Aladdin can be used to design buildings with a variety of architectural styles. In this article, we will walk through various architectural, material, human, and environmental factors that affect the energy use of a building. According to the U.S. Energy Information Administration, heating and cooling make up more than 65% of residential energy use in the United States, so the energy efficiency of a residential building is largely about its thermal efficiency. The International Energy Conservation Code (IECC 2021) recommends standards for different regions around the world — to understand the code, you will need to learn the science and engineering behind it.

Under each circumstance, we compare the energy use of two houses that are identical in every aspect except the control variable. In this way, the difference in energy use can be attributed solely to the control variable.

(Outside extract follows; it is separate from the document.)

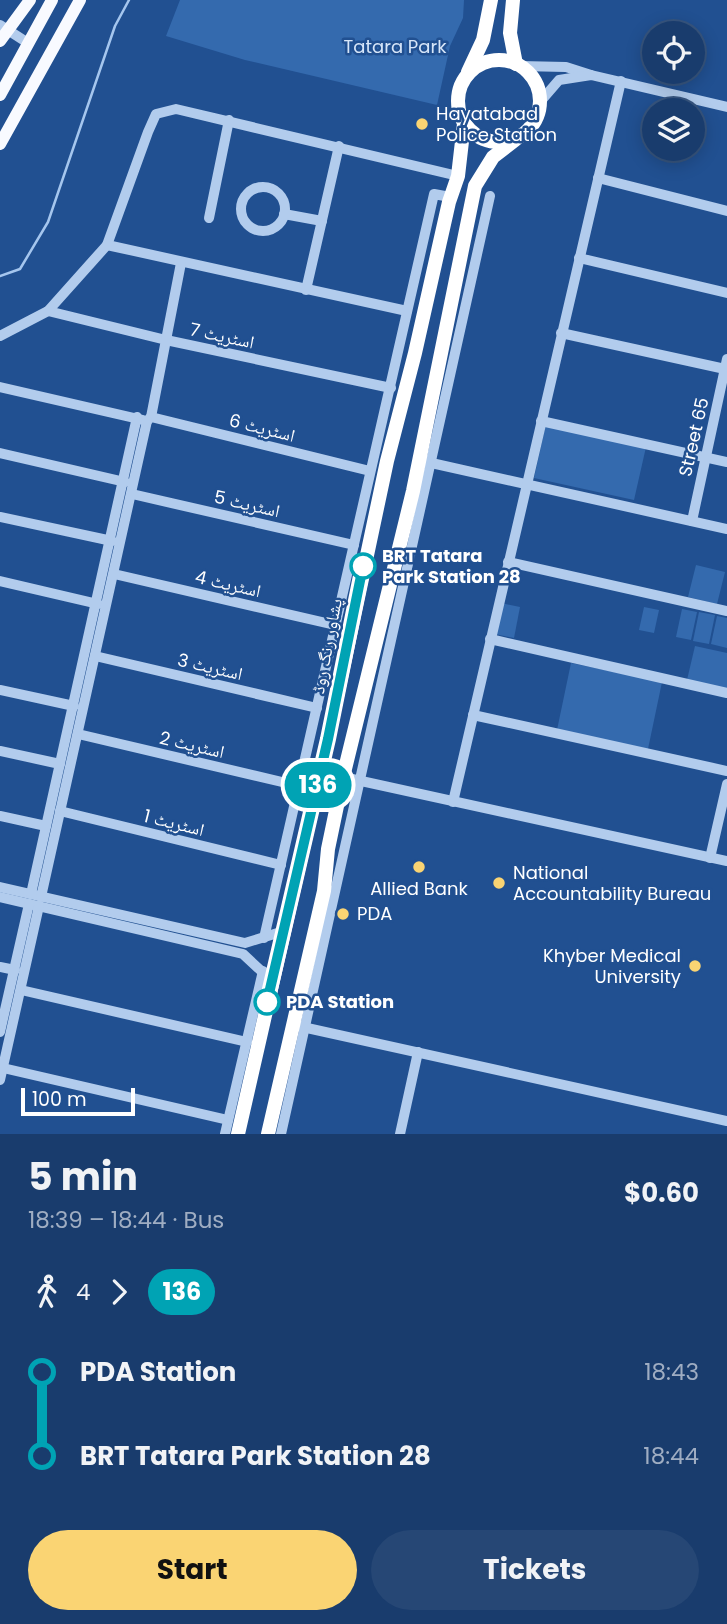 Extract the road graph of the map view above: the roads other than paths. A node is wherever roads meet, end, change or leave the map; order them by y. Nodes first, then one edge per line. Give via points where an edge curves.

Building envelope vs. thermal envelope

The energy used to heat and cool a building is determined by its thermal envelope (which includes solar heat gains through window glazing). A thermal envelope is part of the building envelope — all of the elements of the outer shell that maintain a comfortable indoor environment. Not all elements of the building envelope are part of the thermal envelope. For example, a roof may not be part of the building envelope if insulation is installed above the ceiling rather than underneath the roof itself.

Architectural design can also affect the thermal envelope significantly. The following screenshot compares two houses with seemingly similar building envelopes — but one has a larger thermal envelope than the other (because the latter is surrounded by open porches that are not part of the thermal envelope).

The effect of building size

The energy that a building consumes depends on its size. A larger building has a larger interface for heat exchange between inside and outside — and a larger volume of air that needs heating or cooling to maintain indoor thermal comfort. The following model compares the energy consumption of a large building and a small one in Massachusetts on June 10.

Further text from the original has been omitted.